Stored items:
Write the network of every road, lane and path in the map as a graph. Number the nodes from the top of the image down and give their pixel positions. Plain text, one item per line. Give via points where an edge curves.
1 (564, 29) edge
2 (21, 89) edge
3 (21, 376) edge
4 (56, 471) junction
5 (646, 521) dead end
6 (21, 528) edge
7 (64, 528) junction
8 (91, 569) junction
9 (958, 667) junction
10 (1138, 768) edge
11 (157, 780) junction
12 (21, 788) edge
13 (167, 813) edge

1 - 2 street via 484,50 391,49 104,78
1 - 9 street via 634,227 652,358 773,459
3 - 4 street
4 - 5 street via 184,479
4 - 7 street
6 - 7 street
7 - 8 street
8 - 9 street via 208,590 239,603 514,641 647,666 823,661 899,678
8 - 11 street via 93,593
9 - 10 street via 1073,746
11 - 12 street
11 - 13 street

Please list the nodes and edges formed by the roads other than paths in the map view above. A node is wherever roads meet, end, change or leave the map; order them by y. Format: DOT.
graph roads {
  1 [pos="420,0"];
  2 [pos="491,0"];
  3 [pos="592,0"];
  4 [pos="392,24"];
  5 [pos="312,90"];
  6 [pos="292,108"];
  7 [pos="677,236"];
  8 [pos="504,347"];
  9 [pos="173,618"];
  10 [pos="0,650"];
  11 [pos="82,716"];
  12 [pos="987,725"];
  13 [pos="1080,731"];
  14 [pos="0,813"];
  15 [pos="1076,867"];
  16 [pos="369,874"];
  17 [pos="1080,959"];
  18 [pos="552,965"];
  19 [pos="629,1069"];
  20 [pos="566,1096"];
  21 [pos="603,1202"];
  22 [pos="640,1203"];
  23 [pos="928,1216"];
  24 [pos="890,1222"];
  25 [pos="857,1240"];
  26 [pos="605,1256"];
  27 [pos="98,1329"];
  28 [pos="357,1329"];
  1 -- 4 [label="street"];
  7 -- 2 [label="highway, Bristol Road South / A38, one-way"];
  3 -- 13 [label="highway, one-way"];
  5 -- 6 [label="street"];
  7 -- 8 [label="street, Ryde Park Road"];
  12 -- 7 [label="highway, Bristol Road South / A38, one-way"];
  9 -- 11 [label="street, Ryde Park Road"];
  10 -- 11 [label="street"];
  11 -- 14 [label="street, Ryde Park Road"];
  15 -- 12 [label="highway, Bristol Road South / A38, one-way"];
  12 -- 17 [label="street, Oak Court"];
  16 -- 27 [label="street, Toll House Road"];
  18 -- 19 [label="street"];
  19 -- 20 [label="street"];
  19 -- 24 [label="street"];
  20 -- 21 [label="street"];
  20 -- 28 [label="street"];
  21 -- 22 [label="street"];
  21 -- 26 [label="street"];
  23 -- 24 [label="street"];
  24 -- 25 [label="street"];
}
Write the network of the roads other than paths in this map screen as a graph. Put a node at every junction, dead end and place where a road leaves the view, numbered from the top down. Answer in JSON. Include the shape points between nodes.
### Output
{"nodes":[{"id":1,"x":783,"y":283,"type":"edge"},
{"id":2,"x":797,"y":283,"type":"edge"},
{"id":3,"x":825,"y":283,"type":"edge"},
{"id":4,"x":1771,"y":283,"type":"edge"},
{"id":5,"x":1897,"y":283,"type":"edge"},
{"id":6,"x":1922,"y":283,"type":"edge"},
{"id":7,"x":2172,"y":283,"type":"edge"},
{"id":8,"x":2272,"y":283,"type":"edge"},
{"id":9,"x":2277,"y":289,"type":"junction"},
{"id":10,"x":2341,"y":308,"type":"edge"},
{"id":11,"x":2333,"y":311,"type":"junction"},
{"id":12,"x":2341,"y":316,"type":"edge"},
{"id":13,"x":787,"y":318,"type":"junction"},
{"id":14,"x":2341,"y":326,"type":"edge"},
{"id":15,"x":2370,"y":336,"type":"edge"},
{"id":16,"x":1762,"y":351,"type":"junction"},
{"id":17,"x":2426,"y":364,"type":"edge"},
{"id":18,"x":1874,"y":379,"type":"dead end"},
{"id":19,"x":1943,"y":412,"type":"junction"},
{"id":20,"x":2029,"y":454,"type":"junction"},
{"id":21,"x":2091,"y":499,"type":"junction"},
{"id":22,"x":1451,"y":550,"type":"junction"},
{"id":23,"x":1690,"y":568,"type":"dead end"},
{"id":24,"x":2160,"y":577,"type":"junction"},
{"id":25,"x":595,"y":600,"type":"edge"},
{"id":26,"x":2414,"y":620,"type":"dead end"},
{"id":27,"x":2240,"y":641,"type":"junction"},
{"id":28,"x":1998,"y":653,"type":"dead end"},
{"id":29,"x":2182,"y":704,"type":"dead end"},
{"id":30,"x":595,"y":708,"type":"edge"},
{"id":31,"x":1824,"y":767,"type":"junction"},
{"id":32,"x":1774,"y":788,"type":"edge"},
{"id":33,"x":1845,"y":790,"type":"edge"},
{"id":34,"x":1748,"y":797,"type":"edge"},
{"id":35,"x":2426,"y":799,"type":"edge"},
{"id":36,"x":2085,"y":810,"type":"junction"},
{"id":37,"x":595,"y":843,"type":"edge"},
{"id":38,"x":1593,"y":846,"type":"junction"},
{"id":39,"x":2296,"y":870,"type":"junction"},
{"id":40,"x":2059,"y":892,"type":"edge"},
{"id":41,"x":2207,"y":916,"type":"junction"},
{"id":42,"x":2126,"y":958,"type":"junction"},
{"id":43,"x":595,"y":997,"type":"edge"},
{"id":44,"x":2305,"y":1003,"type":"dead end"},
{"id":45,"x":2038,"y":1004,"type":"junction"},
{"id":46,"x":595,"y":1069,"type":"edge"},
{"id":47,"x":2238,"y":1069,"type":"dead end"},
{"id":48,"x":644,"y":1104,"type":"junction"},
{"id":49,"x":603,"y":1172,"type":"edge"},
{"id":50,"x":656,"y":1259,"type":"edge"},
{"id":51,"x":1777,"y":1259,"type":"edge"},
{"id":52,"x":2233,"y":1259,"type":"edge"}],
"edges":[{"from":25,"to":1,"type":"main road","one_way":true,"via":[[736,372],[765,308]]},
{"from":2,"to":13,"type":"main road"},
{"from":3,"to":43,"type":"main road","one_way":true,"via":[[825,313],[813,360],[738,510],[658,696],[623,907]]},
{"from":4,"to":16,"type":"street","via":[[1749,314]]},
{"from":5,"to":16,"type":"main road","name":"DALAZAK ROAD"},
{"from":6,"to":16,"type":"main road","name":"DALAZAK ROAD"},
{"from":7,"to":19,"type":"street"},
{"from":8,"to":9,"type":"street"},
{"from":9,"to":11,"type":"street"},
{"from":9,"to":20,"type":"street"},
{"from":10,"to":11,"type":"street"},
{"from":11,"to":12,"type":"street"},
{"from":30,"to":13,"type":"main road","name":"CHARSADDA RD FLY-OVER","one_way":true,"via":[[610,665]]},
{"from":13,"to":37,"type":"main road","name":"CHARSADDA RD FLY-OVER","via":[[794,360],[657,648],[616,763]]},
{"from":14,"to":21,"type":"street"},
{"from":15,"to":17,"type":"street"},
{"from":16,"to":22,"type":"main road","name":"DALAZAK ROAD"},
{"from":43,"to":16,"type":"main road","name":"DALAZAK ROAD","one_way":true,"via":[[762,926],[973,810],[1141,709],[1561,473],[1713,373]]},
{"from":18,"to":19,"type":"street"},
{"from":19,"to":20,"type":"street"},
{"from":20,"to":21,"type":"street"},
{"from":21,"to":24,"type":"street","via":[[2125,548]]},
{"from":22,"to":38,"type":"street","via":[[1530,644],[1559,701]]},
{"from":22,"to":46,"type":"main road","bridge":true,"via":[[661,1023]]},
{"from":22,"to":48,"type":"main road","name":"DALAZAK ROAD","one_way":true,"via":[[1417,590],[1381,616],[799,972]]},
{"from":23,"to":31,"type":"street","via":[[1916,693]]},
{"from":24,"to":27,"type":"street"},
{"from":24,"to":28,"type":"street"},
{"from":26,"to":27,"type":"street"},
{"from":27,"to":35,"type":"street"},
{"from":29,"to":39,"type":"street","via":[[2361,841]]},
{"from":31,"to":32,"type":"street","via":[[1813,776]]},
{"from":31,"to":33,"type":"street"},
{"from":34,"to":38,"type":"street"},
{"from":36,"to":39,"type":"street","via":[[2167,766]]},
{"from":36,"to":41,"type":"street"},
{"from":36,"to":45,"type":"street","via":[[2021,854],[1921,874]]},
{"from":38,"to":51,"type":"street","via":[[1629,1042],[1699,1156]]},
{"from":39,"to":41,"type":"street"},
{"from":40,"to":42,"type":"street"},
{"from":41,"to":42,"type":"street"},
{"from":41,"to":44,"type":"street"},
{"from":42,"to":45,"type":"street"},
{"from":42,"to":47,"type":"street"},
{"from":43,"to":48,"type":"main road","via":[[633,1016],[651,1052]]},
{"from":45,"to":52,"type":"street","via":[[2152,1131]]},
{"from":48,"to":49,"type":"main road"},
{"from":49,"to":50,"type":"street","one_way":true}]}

Directions for this task: Pick out, from the lines above, every one that contains the string "down".

Answer box:
Write the network of every road, lane and path in the map as a graph. Number the nodes from the top of the image down and give their pixel positions. Plain text, one item per line. Give via points where an edge curves.
Write the network of the roads other than paths in this map screen as a graph. Put a node at every junction, dead end and place where a road leaves the view, numbered from the top down. Answer in JSON. Include the shape points between nodes.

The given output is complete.